About this task =
Show each line of the data below in which "them" occurs.
━━━━━━━━━━━━━━━━━━━━━━━━━━━━━━
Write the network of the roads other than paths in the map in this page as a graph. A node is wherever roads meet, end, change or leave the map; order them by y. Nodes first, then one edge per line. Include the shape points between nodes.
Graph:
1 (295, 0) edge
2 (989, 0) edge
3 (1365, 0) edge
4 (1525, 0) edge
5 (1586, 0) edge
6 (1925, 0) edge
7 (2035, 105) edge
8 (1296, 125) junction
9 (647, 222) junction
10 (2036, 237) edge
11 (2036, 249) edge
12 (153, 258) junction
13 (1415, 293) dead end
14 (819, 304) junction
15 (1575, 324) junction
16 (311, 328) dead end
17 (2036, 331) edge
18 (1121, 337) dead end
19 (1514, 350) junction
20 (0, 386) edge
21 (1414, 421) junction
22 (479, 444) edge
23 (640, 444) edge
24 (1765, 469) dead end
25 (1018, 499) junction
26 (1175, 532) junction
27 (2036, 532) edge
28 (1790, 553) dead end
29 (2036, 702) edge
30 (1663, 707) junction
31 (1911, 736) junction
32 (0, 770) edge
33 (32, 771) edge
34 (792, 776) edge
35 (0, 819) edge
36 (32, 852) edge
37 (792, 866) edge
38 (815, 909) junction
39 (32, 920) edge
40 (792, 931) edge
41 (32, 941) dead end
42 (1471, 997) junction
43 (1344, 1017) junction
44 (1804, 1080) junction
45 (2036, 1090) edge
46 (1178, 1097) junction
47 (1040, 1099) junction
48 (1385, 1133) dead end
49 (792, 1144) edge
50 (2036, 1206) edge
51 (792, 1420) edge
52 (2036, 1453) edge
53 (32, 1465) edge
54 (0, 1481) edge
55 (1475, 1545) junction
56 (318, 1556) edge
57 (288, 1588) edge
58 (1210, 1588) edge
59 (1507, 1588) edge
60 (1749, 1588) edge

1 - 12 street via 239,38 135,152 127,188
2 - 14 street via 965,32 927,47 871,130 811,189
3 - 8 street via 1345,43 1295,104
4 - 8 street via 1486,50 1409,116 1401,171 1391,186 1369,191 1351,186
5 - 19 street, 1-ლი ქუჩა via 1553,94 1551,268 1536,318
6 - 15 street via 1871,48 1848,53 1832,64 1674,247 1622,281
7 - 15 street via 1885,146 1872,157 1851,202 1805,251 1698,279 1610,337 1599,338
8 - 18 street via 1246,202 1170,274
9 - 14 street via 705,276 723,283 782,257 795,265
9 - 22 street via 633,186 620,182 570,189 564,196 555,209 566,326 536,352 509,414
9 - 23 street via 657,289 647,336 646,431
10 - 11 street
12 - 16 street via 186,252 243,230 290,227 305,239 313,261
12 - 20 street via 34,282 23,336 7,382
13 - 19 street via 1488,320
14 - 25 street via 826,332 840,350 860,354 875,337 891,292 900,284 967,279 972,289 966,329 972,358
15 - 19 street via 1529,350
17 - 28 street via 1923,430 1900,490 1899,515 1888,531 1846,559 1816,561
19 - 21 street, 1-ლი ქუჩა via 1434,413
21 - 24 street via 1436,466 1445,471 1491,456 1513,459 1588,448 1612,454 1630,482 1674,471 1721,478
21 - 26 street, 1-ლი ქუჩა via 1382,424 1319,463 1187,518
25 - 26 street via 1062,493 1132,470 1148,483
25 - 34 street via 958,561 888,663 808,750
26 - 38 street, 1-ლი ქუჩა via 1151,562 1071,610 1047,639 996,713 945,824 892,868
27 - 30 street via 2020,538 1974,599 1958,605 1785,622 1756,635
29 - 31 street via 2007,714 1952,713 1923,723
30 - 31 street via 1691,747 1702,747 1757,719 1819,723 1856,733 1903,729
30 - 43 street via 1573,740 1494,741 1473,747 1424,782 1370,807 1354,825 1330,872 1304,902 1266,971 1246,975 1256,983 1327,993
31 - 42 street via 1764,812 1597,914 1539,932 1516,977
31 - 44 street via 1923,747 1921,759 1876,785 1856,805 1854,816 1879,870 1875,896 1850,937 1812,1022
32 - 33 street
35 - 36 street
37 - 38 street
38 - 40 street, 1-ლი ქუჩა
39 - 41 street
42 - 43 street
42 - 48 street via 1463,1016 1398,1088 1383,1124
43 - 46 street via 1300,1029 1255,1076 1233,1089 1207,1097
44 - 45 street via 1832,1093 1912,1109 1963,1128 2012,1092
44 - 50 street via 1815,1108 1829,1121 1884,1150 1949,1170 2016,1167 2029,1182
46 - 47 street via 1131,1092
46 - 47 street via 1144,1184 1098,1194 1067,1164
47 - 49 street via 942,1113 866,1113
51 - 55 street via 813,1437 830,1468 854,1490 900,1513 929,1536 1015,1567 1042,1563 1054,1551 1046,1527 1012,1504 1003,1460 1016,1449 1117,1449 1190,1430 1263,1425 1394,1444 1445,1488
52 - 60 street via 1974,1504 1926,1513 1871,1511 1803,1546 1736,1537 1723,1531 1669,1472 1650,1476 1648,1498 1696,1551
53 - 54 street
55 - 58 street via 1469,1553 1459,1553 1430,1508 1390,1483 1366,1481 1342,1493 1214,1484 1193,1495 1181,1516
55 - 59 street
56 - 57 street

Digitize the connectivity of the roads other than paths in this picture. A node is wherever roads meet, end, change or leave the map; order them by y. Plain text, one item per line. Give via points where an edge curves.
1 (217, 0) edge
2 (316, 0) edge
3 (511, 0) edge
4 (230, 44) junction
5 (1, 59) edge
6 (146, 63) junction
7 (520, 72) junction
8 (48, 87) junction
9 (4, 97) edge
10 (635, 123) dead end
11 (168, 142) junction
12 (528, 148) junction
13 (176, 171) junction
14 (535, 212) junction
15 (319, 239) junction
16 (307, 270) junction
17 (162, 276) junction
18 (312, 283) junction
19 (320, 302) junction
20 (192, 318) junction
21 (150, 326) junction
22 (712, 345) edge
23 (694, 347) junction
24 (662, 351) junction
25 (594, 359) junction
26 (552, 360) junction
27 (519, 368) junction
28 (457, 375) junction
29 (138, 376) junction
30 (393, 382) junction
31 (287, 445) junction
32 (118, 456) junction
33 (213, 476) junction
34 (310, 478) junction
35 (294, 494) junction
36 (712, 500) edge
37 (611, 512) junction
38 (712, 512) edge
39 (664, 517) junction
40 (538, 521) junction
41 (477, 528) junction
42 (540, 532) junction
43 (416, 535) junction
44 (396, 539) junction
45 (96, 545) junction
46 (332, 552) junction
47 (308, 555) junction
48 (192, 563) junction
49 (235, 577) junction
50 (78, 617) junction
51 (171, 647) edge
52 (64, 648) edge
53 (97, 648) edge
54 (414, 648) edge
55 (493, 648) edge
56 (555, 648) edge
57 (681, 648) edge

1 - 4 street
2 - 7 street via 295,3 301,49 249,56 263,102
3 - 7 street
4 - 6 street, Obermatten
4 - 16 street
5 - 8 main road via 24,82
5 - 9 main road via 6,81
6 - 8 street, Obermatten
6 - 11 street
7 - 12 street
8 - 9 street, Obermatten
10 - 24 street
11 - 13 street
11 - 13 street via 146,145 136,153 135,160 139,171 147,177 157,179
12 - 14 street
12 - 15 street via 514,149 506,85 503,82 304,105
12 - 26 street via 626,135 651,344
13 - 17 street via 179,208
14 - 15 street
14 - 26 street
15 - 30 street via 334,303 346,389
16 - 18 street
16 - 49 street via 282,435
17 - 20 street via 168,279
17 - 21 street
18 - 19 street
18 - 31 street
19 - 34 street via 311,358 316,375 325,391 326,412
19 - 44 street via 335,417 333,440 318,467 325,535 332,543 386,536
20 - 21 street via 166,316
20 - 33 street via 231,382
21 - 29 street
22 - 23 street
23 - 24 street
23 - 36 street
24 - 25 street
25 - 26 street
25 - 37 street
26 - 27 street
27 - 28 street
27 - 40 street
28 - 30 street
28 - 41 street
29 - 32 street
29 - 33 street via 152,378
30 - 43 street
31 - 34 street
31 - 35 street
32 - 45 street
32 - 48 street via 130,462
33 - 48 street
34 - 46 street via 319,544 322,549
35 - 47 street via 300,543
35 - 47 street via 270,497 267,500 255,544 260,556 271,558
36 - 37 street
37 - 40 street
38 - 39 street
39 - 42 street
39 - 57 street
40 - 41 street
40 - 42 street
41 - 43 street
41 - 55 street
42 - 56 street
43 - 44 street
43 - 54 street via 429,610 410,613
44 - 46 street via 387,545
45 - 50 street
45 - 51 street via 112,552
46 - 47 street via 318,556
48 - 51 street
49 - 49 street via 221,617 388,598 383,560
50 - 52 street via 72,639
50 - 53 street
━━━━━━━━━━━━━━━━━━━━━━━━━━━━━━
Output for this task =
Write the network of the roads other than paths in the map in this page as a graph. A node is wherever roads meet, end, change or leave the map; order them by y. Nodes first, then one edge per line. Include the shape points between nodes.
Digitize the connectivity of the roads other than paths in this picture. A node is wherever roads meet, end, change or leave the map; order them by y. Plain text, one item per line. Give via points where an edge curves.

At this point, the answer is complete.